A Method for Learning Arbitrary Lagrangians

This is a Method paper that introduces Lagrangian Neural Networks (LNNs), a neural network architecture that parameterizes arbitrary Lagrangians to learn energy-conserving dynamics from data. The key contribution is showing that neural networks can learn Lagrangian functions directly, and that the Euler-Lagrange equation can be solved numerically using automatic differentiation to produce physically consistent dynamics. The approach is strictly more general than prior methods: it does not require canonical coordinates (unlike Hamiltonian Neural Networks) and does not restrict the functional form of kinetic energy (unlike Deep Lagrangian Networks).

Why Standard Neural Networks Fail at Conservation Laws

Neural networks struggle to learn fundamental symmetries and conservation laws from data. A standard neural network trained on trajectories of a double pendulum will gradually dissipate energy over long rollouts, producing physically implausible behavior. This happens because unconstrained function approximators have no inductive bias toward conservation.

Hamiltonian Neural Networks (HNNs) addressed this by learning a Hamiltonian function, which automatically enforces energy conservation. However, the Hamiltonian formalism requires inputs in canonical coordinates $(q, p)$ satisfying strict Poisson bracket relations:

$$ p_i \equiv \frac{\partial \mathcal{L}}{\partial \dot{q}_i} \quad \Longleftrightarrow \quad {q_i, q_j} = 0, \quad {p_i, p_j} = 0, \quad {q_i, p_j} = \delta_{ij} $$

In many real-world settings, the canonical momenta are unknown or difficult to compute. For example, in special relativity the canonical momentum $\dot{q}(1 - \dot{q}^2)^{-3/2}$ is a complex nonlinear function of velocity. Deep Lagrangian Networks (DeLaNs) partially addressed this by learning Lagrangians, but they assumed kinetic energy takes the rigid-body form $T = \dot{q}^T M \dot{q}$, which excludes relativistic and other non-standard systems.

Solving Euler-Lagrange for a Black-Box Lagrangian

The core innovation of LNNs is a method for computing accelerations from a neural network that represents an arbitrary Lagrangian $\mathcal{L}(q, \dot{q})$. Starting from the Euler-Lagrange equation:

$$ \frac{d}{dt} \nabla_{\dot{q}} \mathcal{L} = \nabla_{q} \mathcal{L} $$

The authors expand the time derivative using the chain rule, yielding:

$$ \left(\nabla_{\dot{q}} \nabla_{\dot{q}}^{\top} \mathcal{L}\right) \ddot{q} + \left(\nabla_{q} \nabla_{\dot{q}}^{\top} \mathcal{L}\right) \dot{q} = \nabla_{q} \mathcal{L} $$

Solving for the accelerations gives:

$$ \ddot{q} = \left(\nabla_{\dot{q}} \nabla_{\dot{q}}^{\top} \mathcal{L}\right)^{-1} \left[ \nabla_{q} \mathcal{L} - \left(\nabla_{q} \nabla_{\dot{q}}^{\top} \mathcal{L}\right) \dot{q} \right] $$

This requires computing the Hessian of the neural network with respect to $\dot{q}$ and then inverting it (using a pseudoinverse for numerical stability).
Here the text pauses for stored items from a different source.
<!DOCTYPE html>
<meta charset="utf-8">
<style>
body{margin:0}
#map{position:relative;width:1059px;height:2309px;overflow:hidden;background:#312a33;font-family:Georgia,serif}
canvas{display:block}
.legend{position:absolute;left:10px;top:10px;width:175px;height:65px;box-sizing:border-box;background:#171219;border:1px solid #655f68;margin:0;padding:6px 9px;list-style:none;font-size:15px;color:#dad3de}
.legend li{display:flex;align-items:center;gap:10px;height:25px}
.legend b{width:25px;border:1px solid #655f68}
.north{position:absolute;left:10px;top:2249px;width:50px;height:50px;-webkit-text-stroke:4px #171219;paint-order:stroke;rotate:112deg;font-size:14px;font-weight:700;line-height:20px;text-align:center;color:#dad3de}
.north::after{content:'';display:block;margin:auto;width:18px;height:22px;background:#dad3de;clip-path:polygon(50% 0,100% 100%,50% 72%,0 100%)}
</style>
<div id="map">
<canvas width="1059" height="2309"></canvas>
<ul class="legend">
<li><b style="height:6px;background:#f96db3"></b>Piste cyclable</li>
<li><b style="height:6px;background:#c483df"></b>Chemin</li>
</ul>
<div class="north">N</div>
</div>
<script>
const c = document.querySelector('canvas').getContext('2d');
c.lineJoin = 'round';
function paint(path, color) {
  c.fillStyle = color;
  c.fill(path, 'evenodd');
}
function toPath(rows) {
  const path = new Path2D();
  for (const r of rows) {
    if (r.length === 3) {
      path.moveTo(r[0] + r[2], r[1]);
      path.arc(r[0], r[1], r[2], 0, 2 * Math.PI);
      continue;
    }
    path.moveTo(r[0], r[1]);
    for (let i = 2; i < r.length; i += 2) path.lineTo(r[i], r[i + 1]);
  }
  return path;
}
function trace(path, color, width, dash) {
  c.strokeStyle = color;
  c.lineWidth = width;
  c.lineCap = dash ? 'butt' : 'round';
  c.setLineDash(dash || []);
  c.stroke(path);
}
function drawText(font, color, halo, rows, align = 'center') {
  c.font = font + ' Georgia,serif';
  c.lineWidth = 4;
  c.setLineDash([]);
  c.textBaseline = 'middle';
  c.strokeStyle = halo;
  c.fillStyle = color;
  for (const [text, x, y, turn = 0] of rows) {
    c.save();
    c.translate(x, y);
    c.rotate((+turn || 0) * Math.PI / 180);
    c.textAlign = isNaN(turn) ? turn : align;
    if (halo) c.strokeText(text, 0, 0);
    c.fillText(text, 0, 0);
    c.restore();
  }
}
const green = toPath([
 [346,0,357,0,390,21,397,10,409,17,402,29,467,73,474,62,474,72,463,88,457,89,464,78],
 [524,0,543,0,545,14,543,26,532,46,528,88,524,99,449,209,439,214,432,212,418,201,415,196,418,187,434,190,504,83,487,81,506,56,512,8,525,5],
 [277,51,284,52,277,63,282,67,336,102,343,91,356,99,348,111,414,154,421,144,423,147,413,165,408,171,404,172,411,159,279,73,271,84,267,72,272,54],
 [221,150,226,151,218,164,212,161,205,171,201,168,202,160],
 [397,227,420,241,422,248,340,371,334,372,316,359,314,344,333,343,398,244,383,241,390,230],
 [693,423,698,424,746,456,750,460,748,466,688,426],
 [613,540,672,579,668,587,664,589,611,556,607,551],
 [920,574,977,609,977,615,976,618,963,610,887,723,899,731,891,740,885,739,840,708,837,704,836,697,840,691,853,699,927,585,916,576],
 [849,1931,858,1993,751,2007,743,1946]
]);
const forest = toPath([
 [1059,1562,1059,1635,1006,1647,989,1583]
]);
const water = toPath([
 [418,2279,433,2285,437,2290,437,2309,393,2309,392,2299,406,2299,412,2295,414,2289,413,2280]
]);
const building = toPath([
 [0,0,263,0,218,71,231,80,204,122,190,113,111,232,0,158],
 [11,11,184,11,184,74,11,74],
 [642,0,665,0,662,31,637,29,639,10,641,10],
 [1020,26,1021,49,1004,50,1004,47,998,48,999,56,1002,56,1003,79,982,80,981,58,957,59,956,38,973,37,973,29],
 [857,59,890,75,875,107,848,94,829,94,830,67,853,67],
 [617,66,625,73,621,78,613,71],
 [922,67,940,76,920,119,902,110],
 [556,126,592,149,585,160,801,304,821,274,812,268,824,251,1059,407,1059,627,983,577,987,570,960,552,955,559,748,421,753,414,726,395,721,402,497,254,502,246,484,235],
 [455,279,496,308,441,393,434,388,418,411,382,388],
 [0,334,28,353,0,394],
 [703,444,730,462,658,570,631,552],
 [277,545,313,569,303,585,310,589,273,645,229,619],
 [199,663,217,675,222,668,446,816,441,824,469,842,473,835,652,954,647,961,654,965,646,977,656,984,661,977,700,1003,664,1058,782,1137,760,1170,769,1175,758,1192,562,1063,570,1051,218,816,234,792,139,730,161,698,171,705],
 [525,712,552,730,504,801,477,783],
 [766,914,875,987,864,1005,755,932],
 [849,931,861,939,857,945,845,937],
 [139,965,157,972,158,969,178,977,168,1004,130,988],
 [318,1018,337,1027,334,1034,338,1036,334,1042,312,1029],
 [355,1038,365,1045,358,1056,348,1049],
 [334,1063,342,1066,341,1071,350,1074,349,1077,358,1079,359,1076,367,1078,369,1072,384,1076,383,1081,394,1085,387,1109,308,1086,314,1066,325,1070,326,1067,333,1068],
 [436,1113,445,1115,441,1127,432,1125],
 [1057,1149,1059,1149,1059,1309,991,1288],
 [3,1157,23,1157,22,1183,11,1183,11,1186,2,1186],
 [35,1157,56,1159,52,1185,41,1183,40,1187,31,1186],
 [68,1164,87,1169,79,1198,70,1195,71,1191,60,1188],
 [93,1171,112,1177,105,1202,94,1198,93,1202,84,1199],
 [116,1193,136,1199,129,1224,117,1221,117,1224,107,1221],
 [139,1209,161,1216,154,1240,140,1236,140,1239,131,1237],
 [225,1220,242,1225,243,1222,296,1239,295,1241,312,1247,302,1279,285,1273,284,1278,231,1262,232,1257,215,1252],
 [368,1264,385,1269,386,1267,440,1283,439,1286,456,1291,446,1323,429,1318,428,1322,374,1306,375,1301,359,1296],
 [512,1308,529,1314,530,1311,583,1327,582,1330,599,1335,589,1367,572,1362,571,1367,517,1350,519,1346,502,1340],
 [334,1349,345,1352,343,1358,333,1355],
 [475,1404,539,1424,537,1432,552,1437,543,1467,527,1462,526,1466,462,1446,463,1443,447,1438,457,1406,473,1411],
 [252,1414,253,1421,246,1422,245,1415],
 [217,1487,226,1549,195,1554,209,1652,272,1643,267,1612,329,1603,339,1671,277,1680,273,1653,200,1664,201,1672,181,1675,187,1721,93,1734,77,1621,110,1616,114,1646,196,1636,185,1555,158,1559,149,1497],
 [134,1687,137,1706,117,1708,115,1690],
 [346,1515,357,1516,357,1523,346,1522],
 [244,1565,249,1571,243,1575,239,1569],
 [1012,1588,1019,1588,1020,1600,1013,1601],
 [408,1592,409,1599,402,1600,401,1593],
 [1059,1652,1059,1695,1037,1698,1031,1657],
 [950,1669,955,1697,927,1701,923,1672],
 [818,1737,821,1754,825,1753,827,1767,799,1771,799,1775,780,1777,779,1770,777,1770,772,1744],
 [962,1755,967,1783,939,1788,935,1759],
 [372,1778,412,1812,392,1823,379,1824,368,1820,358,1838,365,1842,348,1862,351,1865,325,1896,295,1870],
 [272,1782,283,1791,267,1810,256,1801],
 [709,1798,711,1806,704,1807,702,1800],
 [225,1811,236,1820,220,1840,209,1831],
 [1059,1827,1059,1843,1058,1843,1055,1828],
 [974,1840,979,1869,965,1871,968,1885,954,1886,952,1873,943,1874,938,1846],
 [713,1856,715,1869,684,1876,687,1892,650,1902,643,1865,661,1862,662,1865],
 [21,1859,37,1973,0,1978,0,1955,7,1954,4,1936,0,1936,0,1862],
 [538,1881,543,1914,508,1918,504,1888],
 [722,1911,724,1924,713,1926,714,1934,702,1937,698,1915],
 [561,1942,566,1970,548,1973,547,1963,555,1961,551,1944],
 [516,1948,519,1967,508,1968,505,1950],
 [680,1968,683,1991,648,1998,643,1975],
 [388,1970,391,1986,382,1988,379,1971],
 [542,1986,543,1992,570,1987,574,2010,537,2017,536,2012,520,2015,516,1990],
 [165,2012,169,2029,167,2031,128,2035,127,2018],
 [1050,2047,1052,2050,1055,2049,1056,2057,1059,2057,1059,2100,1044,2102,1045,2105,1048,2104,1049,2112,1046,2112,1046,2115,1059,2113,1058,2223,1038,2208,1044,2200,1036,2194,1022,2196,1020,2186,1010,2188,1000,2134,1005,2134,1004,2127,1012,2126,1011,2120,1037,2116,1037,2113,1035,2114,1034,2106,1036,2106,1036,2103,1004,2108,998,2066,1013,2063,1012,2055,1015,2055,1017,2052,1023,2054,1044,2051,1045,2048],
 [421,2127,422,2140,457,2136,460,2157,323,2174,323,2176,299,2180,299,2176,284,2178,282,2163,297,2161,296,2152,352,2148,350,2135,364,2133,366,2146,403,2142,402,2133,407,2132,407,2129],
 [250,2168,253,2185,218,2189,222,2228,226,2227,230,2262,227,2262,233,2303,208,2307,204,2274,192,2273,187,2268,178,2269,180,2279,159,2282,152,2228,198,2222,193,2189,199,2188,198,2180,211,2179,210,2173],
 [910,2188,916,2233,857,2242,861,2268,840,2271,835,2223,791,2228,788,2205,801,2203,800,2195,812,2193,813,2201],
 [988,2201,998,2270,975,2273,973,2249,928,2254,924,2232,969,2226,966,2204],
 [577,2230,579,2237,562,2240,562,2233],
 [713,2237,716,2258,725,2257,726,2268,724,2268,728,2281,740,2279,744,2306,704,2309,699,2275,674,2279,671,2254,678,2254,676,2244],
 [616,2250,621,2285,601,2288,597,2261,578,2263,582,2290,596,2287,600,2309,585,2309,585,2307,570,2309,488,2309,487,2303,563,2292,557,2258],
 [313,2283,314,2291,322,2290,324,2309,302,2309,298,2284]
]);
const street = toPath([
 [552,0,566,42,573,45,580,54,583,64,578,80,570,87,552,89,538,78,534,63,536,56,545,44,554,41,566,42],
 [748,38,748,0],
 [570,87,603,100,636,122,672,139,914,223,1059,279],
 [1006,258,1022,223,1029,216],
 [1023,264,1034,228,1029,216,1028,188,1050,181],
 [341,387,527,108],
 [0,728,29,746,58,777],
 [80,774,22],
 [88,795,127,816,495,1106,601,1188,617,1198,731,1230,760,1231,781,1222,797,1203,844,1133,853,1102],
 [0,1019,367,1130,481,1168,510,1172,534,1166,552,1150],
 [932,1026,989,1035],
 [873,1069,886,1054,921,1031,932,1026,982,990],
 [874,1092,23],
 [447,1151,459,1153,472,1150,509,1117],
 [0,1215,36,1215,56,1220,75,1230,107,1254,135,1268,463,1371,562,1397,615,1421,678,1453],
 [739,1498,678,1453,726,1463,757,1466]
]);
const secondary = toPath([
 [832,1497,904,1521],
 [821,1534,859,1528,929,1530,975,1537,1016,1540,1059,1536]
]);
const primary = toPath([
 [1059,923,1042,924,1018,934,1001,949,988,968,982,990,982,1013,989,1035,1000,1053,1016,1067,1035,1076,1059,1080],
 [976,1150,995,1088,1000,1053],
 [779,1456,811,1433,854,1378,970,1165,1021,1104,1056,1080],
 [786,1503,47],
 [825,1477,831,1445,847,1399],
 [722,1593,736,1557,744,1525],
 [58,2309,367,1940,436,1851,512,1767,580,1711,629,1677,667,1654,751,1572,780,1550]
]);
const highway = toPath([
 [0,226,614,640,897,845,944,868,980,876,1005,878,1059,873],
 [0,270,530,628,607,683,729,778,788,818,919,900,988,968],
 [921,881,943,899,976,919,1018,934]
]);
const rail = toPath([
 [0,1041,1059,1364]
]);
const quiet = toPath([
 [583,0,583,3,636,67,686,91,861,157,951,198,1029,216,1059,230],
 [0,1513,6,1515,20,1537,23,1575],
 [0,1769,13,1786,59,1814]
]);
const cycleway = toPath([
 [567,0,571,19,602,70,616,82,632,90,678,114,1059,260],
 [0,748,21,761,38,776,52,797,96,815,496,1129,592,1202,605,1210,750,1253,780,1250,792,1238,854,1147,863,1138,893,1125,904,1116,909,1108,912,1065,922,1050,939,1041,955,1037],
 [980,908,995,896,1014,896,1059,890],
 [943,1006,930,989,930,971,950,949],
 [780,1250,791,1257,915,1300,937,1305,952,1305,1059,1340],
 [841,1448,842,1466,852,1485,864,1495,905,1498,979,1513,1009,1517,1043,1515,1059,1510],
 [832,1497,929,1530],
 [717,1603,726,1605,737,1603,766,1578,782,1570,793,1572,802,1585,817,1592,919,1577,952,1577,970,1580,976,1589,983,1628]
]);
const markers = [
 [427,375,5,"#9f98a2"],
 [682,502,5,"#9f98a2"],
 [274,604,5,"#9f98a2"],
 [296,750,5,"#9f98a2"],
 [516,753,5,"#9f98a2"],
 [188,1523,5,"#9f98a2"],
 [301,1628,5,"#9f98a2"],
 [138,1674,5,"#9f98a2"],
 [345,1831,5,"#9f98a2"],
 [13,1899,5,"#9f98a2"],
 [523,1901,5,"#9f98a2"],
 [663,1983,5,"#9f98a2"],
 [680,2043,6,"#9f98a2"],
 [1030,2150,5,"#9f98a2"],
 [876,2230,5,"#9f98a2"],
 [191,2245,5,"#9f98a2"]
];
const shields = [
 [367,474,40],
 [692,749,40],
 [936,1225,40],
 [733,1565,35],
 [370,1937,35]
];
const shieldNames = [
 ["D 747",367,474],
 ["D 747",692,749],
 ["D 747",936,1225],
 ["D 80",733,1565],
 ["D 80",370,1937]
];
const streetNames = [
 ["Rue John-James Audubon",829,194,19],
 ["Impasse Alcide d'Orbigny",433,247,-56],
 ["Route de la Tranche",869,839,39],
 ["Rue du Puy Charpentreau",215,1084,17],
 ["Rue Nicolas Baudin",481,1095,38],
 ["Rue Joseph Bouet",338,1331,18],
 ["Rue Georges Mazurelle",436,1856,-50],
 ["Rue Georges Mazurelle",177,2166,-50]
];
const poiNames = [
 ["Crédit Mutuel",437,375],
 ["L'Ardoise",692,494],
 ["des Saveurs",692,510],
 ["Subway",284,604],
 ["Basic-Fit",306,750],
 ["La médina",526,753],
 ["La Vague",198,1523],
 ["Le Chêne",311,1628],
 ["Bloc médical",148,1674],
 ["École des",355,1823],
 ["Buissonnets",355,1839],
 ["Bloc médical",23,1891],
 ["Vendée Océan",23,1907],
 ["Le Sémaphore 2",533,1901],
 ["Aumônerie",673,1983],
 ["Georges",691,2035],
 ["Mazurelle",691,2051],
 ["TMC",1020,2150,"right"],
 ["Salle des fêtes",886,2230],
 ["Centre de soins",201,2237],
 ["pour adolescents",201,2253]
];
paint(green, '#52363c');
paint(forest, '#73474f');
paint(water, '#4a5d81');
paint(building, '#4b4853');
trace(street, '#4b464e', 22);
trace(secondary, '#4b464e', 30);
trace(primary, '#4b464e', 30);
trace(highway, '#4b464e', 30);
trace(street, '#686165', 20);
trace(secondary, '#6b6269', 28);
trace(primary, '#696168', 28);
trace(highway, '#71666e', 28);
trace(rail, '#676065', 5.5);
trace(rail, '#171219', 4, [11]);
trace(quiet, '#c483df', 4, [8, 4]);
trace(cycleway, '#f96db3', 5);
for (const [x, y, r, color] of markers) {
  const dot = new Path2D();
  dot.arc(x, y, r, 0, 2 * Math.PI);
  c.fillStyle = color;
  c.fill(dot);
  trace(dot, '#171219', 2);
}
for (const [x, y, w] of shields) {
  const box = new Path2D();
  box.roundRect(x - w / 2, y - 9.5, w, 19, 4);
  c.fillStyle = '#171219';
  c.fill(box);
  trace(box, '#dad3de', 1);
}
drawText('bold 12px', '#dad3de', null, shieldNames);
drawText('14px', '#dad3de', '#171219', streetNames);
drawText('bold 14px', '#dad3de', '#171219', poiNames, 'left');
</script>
JAX’s automatic differentiation makes this feasible in just a few lines of code, despite the seemingly complex chain of second-order derivatives. The matrix inverse scales as $\mathcal{O}(d^3)$ with the number of coordinates $d$.

A critical implementation detail is the choice of activation function. Since the method takes second-order derivatives of the network, ReLU is unsuitable (its second derivative is zero everywhere). After a hyperparameter search over ReLU$^2$, ReLU$^3$, tanh, sigmoid, and softplus, the authors found softplus performed best.
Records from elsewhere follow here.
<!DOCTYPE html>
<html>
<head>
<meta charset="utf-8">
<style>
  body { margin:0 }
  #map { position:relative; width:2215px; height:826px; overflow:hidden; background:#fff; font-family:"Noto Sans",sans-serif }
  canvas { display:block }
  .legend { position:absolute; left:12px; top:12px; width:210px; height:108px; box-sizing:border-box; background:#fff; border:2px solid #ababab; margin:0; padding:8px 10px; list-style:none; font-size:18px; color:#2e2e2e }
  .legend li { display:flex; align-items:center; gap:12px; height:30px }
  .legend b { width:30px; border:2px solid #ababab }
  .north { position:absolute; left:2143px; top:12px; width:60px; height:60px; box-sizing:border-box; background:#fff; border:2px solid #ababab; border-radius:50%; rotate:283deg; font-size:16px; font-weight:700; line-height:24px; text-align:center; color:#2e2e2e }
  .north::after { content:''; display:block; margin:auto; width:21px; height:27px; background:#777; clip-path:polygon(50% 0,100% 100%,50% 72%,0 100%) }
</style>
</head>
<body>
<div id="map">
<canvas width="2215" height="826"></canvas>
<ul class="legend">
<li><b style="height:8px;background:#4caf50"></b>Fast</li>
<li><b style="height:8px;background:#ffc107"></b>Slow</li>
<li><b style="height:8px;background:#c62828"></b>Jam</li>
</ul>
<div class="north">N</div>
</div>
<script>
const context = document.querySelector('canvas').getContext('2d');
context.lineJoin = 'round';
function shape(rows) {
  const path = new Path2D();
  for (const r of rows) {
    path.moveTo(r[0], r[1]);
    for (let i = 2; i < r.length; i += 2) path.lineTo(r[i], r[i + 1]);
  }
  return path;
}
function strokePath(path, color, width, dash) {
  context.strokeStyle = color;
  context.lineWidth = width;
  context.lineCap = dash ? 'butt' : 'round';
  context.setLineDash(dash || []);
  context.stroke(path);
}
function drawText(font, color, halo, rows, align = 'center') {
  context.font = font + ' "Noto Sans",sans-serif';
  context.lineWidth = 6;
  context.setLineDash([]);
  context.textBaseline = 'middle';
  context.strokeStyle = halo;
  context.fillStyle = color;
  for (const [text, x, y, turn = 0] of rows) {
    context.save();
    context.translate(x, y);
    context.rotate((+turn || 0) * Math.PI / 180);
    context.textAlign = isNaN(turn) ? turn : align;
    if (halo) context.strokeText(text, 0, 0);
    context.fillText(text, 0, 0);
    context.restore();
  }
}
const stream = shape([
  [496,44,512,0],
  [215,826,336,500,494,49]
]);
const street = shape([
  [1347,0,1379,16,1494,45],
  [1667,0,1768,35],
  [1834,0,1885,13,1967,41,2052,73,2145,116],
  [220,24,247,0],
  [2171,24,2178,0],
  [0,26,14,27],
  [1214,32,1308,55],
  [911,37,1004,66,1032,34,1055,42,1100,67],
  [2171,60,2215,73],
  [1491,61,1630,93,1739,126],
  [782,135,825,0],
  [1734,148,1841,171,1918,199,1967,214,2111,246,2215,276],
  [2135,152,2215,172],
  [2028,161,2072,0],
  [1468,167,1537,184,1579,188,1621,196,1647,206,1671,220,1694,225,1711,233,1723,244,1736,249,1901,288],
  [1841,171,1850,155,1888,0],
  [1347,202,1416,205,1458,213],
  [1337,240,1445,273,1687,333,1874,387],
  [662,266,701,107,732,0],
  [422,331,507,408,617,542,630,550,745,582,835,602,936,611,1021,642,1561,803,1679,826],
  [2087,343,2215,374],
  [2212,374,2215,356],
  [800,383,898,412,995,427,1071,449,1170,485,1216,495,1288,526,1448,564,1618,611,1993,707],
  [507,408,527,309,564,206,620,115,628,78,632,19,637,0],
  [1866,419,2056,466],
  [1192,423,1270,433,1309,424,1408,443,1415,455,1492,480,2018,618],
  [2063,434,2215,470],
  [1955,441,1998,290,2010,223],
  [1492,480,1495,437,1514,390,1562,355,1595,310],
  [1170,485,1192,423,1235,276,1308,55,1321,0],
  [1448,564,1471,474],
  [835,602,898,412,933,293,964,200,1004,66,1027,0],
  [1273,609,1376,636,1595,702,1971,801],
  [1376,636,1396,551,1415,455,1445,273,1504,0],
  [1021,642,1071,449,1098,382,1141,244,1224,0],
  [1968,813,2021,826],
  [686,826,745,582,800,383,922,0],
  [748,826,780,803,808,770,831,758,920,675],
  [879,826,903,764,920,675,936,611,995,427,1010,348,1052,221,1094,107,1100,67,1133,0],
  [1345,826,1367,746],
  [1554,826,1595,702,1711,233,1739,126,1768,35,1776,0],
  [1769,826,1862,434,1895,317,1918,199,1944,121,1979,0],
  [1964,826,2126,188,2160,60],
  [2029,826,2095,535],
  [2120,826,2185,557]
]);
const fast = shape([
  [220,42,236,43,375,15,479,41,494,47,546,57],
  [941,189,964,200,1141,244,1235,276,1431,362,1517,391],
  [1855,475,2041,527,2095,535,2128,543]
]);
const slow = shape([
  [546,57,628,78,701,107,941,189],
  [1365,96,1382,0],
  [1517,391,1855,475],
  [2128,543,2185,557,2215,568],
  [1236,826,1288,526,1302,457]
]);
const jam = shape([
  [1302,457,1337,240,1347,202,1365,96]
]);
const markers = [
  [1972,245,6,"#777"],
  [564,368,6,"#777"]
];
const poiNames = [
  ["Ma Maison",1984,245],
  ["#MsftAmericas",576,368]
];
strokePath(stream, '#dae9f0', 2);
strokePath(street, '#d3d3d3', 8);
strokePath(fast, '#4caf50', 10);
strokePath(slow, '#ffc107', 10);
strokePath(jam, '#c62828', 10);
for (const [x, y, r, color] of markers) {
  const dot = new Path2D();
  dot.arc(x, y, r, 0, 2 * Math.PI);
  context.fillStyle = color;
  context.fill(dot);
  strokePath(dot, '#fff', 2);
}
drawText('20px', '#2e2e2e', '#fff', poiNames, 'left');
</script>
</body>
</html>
The authors also developed a custom initialization scheme, using symbolic regression to find initialization variances that maintain well-conditioned gradients through the Hessian computation:

$$ \sigma = \frac{1}{\sqrt{n}} \begin{cases} 2.2 & \text{First layer} \\ 0.58i & \text{Hidden layer } i \\ n & \text{Output layer} \end{cases} $$

Extension to Graphs and Continuous Systems

LNNs extend naturally to graph-structured and continuous systems via Lagrangian Graph Networks. For a system with $n$ gridpoints, the total Lagrangian is decomposed into local densities:

$$ \mathcal{L} = \sum_{i=1}^{n} \mathcal{L}_i, \quad \text{where} \quad \mathcal{L}_i = \mathcal{L}_{\text{density}}\left({\phi_j, \dot{\phi}_j}_{j \in \mathcal{I}_i}\right) $$

Here $\mathcal{I}_i$ defines the neighborhood of node $i$ (e.g., ${i-1, i, i+1}$ for a 1D grid). The Lagrangian density is modeled as an MLP. The resulting Hessian matrix is sparse, with non-zero entries only at “neighbor of neighbor” positions, enabling efficient computation: in 1D, only 5 forward-over-backward autodiff passes are needed, and the tridiagonal inverse runs in linear time.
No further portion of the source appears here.